I went for the cards again a few years later, after picking up a copy of the startling, darkly inspiring urban-fantastic Deviant Moon deck as writerly inspiration. I preferred the Deviant Moon deck to the Waite-Smith, as a visual art object, but the old deck still struck me as complete in a sense. You might describe the difference this way: the Deviant Moon deck, brilliant as it is, looks like a concerted attempt to capture a coherent aesthetic, a little steampunkish, dark, surreal, co-opting Odd(tm) imagery (like old headstones and asylum chimneys).
The Waite-Smith deck looks like someone's travel notebook of another universe, complete unto itself, not even Strange on its own terms...and haunted. Melancholy. Quiet.
That quiet always sang to me; I realized recently that I stayed away from the cards not because they were boring, but because their seeming inactivity was precisely what unnerved me about them. An eldritch quality - like British medieval folksongs about frolicking on the heath, which turn out to be about the Black Death.
Pastoral disquiet. That's it.
The Waite-Smith Empress isn't disquieting though. She just looks bored. Because the Major Arcana don't erupt into magical oddity and celestial glory until about the halfway point, the Empress just has to sit there are symbolize, basically, herself. Even Waite sounds bored in the Pictorial Key:
She is above all things universal fecundity and the outer sense of the Word. This is obvious, because there is no direct message which has been given to man like that which is borne by woman; but she does not herself carry its interpretation.
Snooze.
Maybe if the weather was nicer today I'd be more...up.

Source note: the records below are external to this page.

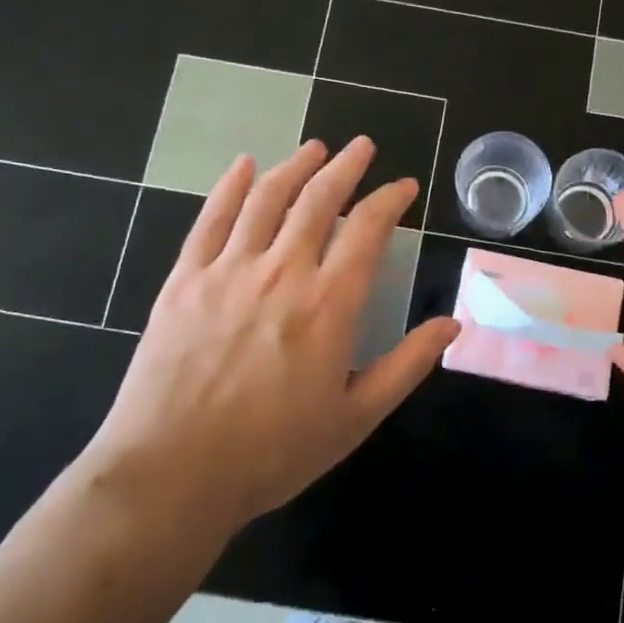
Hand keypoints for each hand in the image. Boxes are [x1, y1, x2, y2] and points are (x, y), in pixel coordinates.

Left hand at [81, 137, 457, 539]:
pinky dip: (230, 187)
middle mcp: (282, 273)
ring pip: (267, 199)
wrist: (171, 475)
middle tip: (362, 147)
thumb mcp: (355, 417)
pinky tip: (243, 167)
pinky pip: (211, 219)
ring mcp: (228, 271)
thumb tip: (452, 325)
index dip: (390, 200)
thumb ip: (407, 365)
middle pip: (319, 200)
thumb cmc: (272, 452)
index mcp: (329, 304)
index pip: (368, 229)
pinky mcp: (185, 280)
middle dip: (346, 167)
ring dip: (295, 167)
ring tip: (315, 148)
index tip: (404, 186)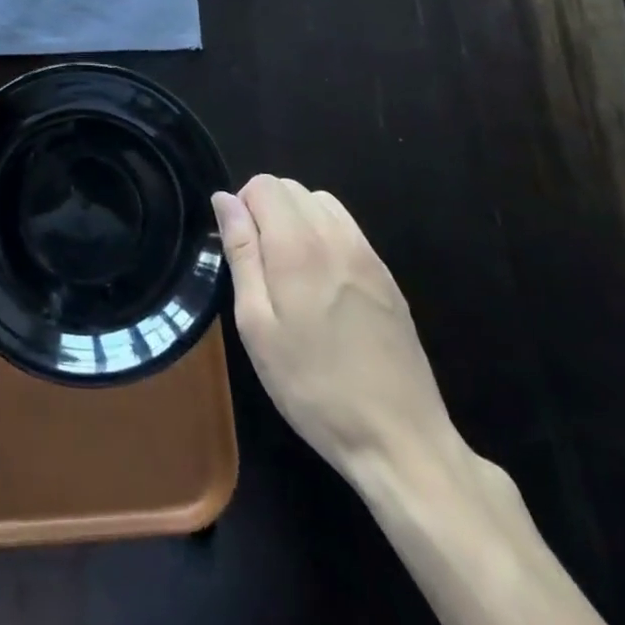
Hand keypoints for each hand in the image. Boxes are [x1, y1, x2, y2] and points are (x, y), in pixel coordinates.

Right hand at [213, 175, 453, 481]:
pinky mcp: (387, 275)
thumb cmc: (312, 385)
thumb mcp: (256, 325)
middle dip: (266, 209)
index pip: (262, 184)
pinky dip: (324, 234)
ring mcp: (366, 253)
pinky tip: (322, 283)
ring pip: (320, 202)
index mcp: (296, 244)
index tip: (239, 249)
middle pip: (291, 187)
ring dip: (296, 218)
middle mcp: (334, 235)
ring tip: (290, 270)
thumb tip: (225, 200)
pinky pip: (346, 228)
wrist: (399, 439)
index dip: (241, 206)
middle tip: (260, 265)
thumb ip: (241, 253)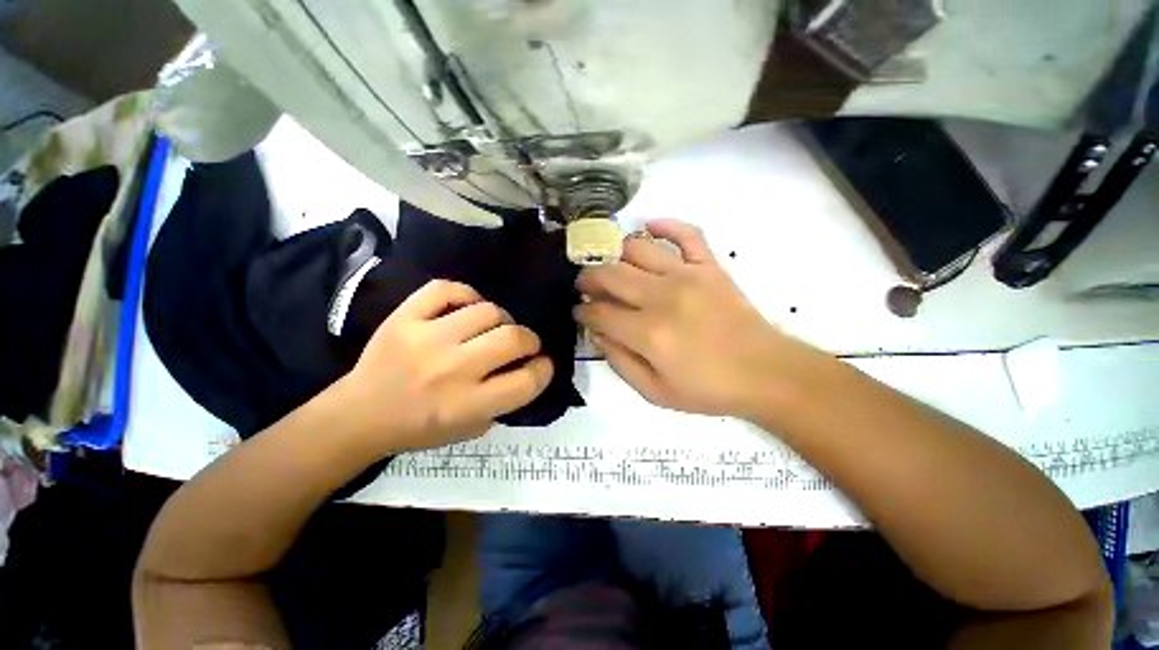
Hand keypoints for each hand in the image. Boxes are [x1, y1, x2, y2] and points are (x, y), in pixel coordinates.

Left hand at [337, 280, 552, 452]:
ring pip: (487, 310)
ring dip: (500, 320)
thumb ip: (504, 401)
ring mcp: (425, 339)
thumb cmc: (419, 428)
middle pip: (513, 338)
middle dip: (529, 340)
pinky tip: (466, 308)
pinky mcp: (404, 317)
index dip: (544, 369)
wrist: (360, 415)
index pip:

Though I can blame the Waite-Smith cards for that too: even their sun doesn't really look sunny! Talk about melancholy, half the Waite-Smith figures look like they're trying to go about their business and remembering that a close friend died last month.
I never did get in touch with her after that, nor her with me. I'd have to look up her name, even.
And you know what? It wasn't the Spelling Bee where we met, and it wasn't 1993. It was 1995 and we met in Baltimore, her name was...Christ, was it Annalicia? Did I wear shorts and feign confidence? Did she laugh about me on the phone with her friends afterward, or never mention me again?
And yet I'm absolutely certain of the name of the occult store, Bell Book & Candle. It's still there. Lonely Planet says it 'pulls in the vacation crowd.'
The Empress doesn't care one way or the other what's going on, and the Emperor looks pissed off. Yeah, that's pretty much how I remember it.